EXTRACTED RECORDS:
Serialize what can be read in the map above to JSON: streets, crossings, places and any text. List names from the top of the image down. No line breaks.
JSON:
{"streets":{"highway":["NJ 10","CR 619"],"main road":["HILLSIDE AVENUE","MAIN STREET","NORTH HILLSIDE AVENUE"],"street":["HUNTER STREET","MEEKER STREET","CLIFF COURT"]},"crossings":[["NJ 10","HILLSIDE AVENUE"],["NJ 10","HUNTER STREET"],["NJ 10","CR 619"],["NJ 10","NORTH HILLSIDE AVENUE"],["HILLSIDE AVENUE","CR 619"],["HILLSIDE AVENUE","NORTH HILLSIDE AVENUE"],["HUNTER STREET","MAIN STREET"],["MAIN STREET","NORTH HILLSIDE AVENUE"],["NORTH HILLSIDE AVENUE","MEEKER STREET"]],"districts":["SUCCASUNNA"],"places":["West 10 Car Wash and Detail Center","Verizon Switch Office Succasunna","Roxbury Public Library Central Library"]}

==

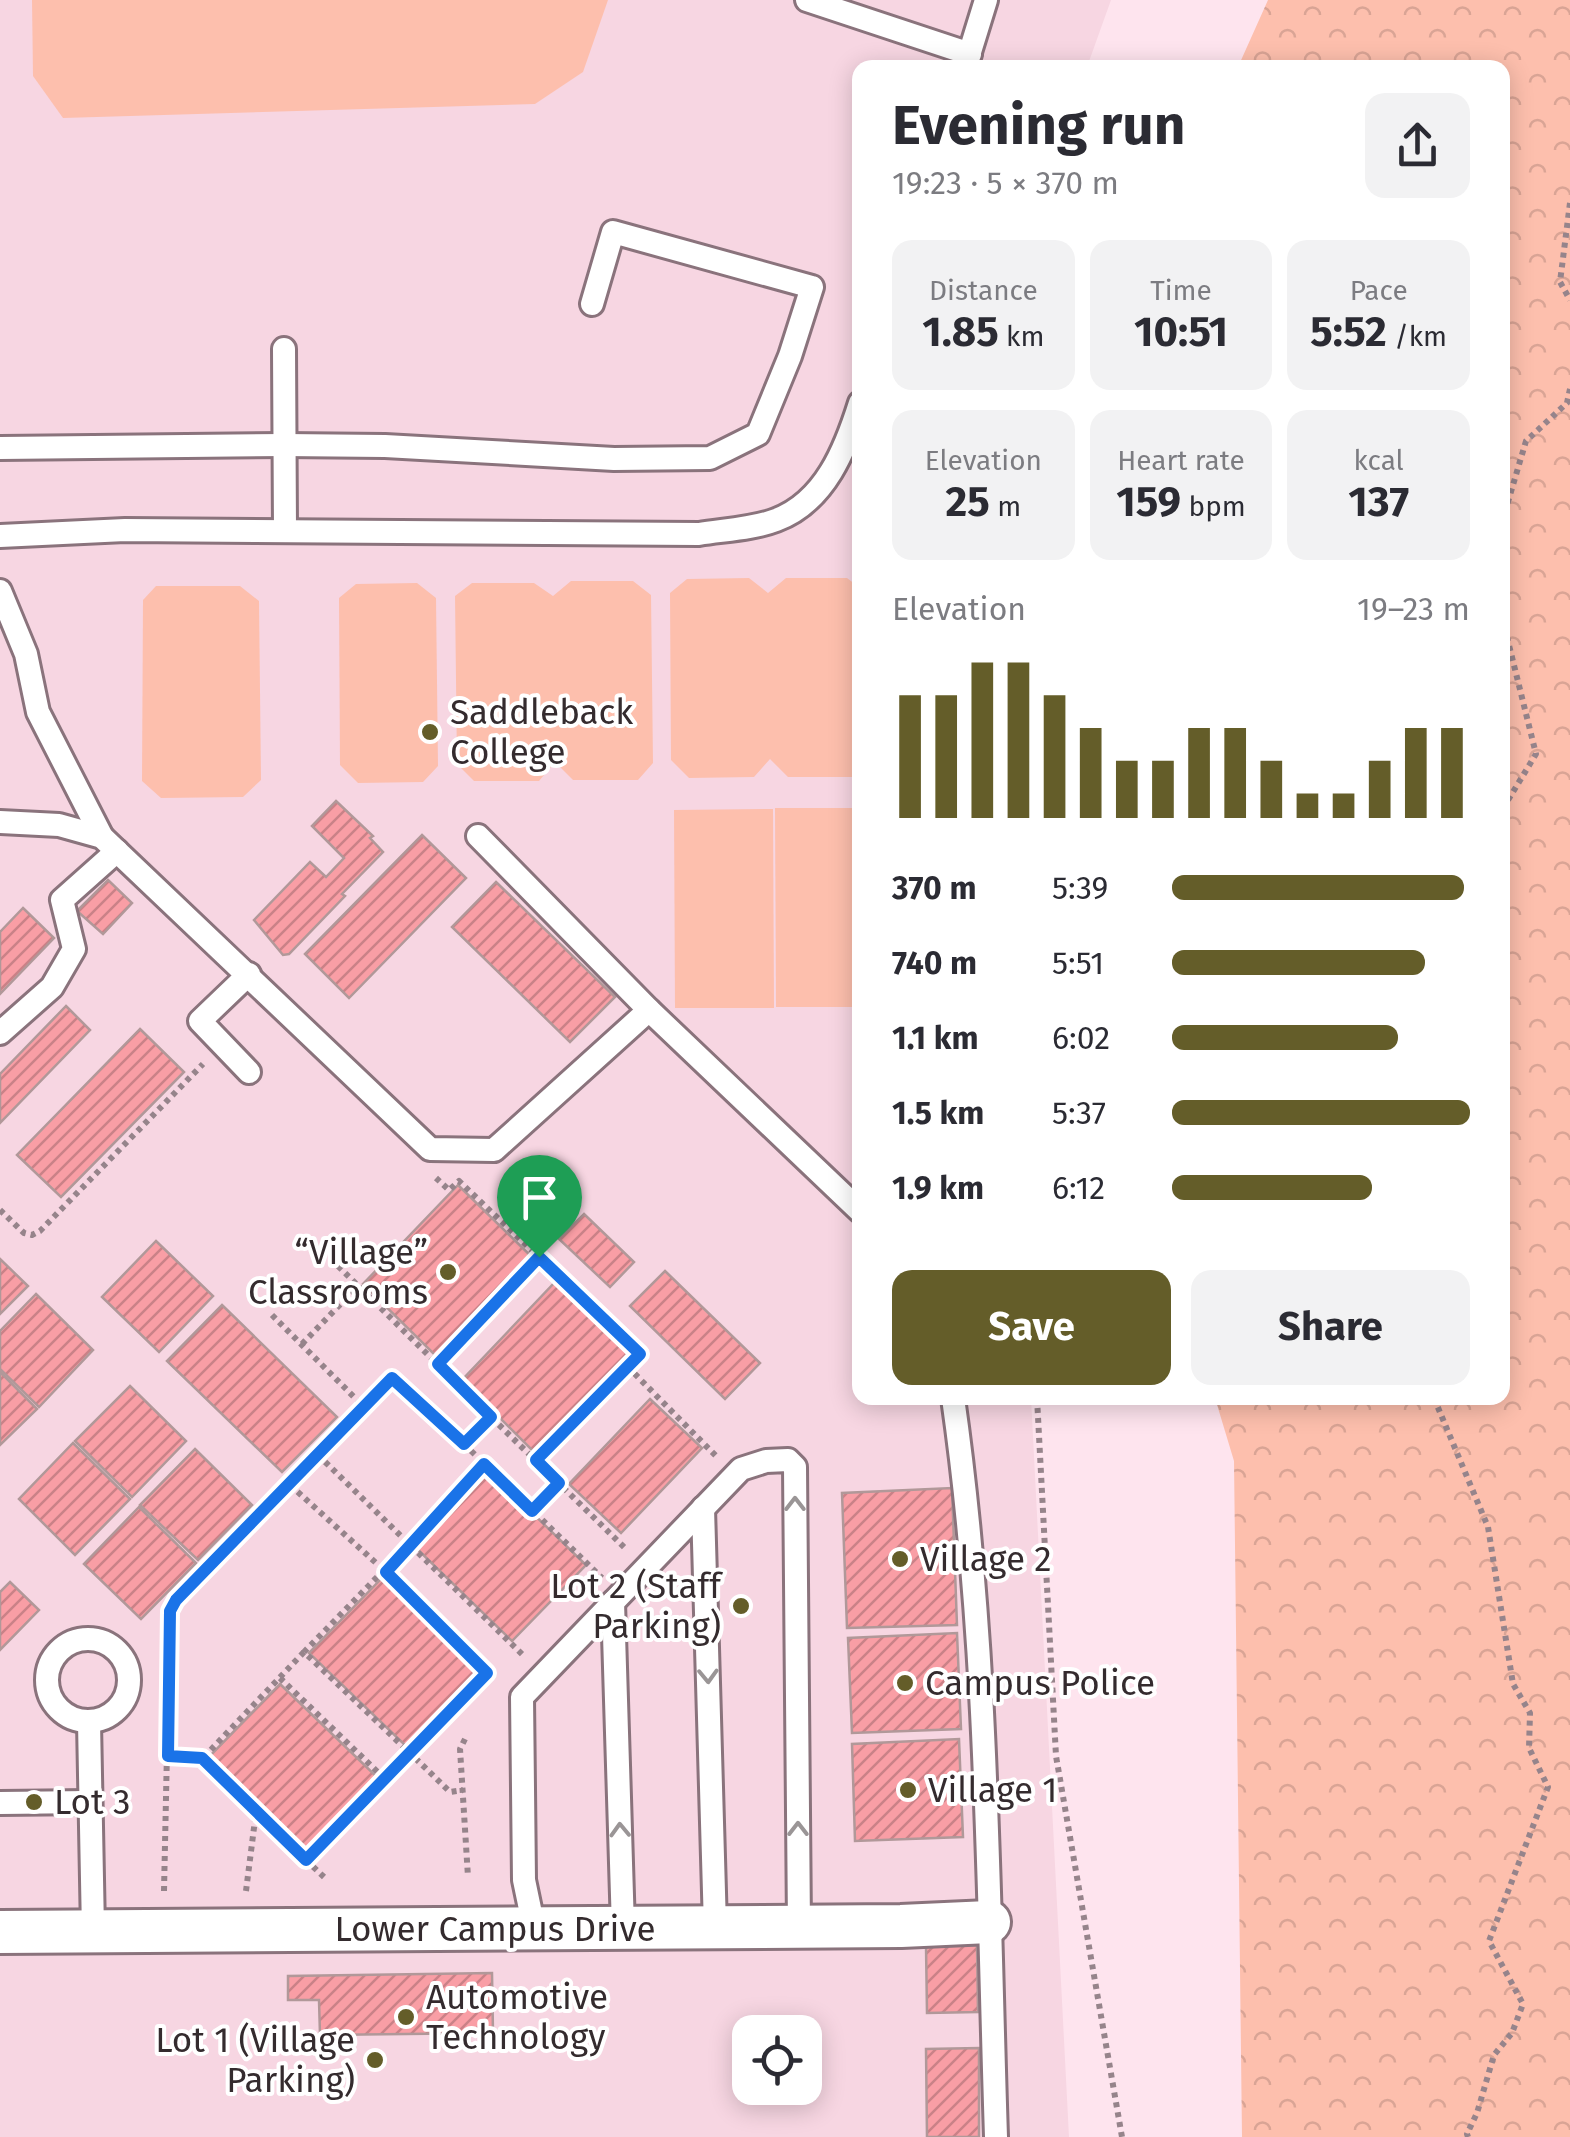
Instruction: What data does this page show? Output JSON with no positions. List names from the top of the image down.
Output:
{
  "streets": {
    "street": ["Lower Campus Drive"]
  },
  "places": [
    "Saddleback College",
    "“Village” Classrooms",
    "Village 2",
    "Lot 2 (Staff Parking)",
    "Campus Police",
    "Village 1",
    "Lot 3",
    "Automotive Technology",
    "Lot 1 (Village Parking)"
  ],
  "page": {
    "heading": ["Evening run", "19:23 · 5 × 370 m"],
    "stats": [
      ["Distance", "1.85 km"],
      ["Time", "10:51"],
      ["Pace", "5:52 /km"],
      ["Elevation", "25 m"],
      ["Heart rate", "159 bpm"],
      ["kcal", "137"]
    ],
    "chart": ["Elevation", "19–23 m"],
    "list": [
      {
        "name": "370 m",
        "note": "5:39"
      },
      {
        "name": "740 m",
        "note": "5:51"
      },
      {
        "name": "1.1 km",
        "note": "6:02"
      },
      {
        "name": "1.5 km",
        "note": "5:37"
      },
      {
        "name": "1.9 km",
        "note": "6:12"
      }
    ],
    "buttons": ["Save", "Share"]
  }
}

---

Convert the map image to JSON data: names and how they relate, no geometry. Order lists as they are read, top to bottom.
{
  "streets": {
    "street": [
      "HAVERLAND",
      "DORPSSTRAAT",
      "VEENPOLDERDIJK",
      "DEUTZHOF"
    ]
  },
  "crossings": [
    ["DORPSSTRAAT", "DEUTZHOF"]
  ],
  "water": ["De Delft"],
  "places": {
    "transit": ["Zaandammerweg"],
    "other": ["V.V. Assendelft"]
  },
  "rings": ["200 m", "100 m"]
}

AIM OF THE EXERCISE:
Please show every line above that includes the word "down".

ANSWER TO THE EXERCISE:
Serialize what can be read in the map above to JSON: streets, crossings, places and any text. List names from the top of the image down. No line breaks.
Instruction: What data does this page show? Output JSON with no positions. List names from the top of the image down.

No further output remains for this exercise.